A questo punto ci sembra più che doveroso invitare tutti a cercare “Tabù” (lo spettacolo teatrale, non il gioco) in una sala e godersi il piacere di una performance artistica veramente azzeccata. Nel racconto c’è tutto quello che si può chiedere ad una piacevole commedia: freschezza della scrittura, ottima messa in scena, grande bravura interpretativa, con una caratterizzazione dei personaggi che si attaglia perfettamente (un abito di ottima sartoria cucito su misura) alle corde recitative di ogni attrice, un contrappunto musicale originale eseguito dal vivo (sempre al femminile) da Serena Allegrucci, ma soprattutto una storia “piccola” (lo hanno detto loro!), ben calibrata e bilanciata, ma che di piccolo ha veramente poco, visto che porta alla mente dello spettatore ampi spunti riflessivi, praticamente impossibile non riuscire a farli propri e senza necessariamente essere nati dopo il 1990 o appartenere al genere femminile.
Il testo è nato sulle idee e le condivisioni dei pensieri delle attrici in scena (anche produttrici dello spettacolo), prima di essere passato ad Alessandro Bonanni, con il difficile compito di rendere i tanti “appunti” un testo organicamente “teatralizzabile”. L’autore, proseguendo nella strada già tracciata da tanti altri eccellenti uomini – citiamo come esempio su tutti Woody Allen – è riuscito a mantenere in delicatezza temi che tanto leggeri poi non sono, mantenendo freschezza, credibilità e velocità. Identica attenzione anche da parte del regista, Giovanni De Anna, che ha accuratamente evitato (e per fortuna che c’è ancora chi lo fa!) di esacerbare i registri narrativi, non cercando la facilità (riso o pianto) del consenso immediato da parte del pubblico.

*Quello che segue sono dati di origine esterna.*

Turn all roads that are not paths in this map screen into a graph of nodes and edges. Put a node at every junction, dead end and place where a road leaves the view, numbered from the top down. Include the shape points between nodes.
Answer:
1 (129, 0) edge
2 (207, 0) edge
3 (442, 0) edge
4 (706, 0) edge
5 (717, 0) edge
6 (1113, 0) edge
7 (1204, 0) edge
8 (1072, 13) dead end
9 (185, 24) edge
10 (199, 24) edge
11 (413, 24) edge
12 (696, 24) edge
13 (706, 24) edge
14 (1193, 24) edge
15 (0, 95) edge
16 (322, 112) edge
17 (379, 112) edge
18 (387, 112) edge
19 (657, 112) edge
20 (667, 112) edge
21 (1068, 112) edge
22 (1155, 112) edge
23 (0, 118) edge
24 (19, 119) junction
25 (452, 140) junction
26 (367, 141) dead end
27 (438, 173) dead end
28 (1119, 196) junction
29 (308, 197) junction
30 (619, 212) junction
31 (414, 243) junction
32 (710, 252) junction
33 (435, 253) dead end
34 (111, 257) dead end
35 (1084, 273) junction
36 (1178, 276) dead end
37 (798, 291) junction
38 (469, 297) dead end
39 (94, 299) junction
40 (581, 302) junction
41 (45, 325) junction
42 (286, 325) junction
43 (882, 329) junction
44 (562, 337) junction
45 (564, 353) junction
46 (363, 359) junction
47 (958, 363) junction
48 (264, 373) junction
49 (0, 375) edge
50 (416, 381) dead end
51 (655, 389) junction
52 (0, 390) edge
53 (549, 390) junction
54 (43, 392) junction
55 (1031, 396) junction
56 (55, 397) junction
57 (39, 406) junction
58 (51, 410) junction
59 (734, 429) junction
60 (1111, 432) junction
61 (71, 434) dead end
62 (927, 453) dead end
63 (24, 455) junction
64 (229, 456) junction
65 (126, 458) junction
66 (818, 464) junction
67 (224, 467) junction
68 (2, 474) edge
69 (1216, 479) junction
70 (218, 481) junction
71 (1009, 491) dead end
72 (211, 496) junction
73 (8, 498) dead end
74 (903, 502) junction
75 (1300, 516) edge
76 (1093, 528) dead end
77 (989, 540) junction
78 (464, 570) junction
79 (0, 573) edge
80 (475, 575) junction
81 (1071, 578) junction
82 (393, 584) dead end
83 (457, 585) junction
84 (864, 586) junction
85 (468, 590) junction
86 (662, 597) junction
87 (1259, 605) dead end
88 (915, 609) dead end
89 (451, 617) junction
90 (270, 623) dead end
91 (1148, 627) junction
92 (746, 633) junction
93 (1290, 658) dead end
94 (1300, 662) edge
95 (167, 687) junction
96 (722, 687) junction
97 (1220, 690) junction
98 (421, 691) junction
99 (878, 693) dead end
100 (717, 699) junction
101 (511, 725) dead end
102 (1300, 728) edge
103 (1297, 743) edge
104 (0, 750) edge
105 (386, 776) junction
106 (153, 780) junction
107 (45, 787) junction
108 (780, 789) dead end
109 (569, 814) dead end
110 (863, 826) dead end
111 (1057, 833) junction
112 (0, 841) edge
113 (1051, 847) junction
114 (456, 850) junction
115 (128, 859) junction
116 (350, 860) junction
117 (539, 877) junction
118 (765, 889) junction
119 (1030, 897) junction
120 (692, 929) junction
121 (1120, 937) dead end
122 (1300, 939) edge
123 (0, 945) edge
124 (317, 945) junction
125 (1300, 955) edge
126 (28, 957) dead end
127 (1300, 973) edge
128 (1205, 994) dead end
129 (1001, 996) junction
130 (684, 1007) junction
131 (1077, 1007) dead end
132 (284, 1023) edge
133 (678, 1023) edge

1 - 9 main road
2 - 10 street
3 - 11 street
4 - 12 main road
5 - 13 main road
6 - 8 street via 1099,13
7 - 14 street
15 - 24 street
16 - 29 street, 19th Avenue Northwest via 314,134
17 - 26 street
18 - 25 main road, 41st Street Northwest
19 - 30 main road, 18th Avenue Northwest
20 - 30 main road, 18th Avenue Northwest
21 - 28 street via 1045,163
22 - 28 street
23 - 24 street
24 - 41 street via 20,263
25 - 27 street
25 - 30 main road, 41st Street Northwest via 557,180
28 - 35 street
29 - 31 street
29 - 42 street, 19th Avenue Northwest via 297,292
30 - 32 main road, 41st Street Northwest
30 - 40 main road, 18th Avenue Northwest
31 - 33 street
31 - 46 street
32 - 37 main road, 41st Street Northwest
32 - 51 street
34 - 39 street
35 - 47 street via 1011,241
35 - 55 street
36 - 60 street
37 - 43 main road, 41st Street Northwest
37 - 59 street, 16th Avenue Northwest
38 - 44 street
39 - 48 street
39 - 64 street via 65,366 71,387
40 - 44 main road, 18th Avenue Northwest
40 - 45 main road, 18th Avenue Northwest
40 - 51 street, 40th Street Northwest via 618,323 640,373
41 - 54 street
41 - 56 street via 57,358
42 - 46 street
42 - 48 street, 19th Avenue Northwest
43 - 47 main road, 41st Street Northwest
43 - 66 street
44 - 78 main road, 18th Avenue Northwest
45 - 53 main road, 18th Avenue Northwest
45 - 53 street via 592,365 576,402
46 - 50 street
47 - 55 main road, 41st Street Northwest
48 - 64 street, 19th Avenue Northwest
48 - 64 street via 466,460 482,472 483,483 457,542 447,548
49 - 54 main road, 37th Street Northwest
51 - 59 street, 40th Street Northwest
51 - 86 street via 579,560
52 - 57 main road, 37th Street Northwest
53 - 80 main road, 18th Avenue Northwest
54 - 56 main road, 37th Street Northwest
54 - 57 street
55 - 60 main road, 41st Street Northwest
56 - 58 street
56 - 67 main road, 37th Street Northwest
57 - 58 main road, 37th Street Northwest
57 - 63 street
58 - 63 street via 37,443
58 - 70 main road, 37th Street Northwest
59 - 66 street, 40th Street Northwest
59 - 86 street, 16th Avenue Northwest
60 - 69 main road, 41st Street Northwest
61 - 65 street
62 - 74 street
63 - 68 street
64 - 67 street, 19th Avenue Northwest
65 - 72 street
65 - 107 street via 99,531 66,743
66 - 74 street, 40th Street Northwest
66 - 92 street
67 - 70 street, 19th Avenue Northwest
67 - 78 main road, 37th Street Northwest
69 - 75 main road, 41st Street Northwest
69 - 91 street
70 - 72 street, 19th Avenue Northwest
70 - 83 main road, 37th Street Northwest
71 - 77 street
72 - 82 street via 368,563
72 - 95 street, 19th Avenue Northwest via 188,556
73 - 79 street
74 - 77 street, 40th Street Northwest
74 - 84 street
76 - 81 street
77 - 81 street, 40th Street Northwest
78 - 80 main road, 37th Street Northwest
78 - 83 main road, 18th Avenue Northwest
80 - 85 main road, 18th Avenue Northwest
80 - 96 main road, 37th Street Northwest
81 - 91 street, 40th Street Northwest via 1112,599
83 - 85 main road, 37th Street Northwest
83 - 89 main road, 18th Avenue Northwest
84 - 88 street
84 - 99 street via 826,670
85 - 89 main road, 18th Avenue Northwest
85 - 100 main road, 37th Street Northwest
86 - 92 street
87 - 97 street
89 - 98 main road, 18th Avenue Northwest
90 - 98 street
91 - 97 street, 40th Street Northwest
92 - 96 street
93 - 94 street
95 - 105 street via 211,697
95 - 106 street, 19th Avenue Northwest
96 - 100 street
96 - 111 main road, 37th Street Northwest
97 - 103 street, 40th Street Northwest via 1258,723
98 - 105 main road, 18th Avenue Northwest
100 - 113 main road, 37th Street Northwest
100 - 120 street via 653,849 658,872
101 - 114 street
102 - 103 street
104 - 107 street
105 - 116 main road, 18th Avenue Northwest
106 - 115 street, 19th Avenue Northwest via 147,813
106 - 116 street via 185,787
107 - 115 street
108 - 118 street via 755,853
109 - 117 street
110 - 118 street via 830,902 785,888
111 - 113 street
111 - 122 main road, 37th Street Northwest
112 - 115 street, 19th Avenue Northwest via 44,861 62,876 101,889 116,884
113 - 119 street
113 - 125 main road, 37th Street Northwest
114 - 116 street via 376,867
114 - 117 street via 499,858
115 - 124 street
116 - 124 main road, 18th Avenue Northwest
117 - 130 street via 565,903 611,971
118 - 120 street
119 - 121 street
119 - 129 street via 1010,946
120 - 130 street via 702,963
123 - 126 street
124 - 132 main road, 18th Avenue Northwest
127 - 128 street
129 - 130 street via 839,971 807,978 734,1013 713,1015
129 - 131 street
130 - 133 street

Nello spettacolo si ride e molto, ci si commuove e si partecipa alla spiegazione delle “parole proibite”, poi si esce dalla sala con la voglia immediata di considerare le cinque ragazze come membri della propria famiglia: sono figlie o nipoti (dipende dall’età dello spettatore) di tutti noi, in grado, anche con la loro acclarata bravura, di tenere saldissima l’empatia che si conquistano immediatamente, già nei primi minuti di racconto. Se l’unica parola che non si dovrebbe pronunciare è “applauso”, basta ascoltarne il rumore in sala per capire quanto Tabù ne meriti molti e prolungati nel tempo.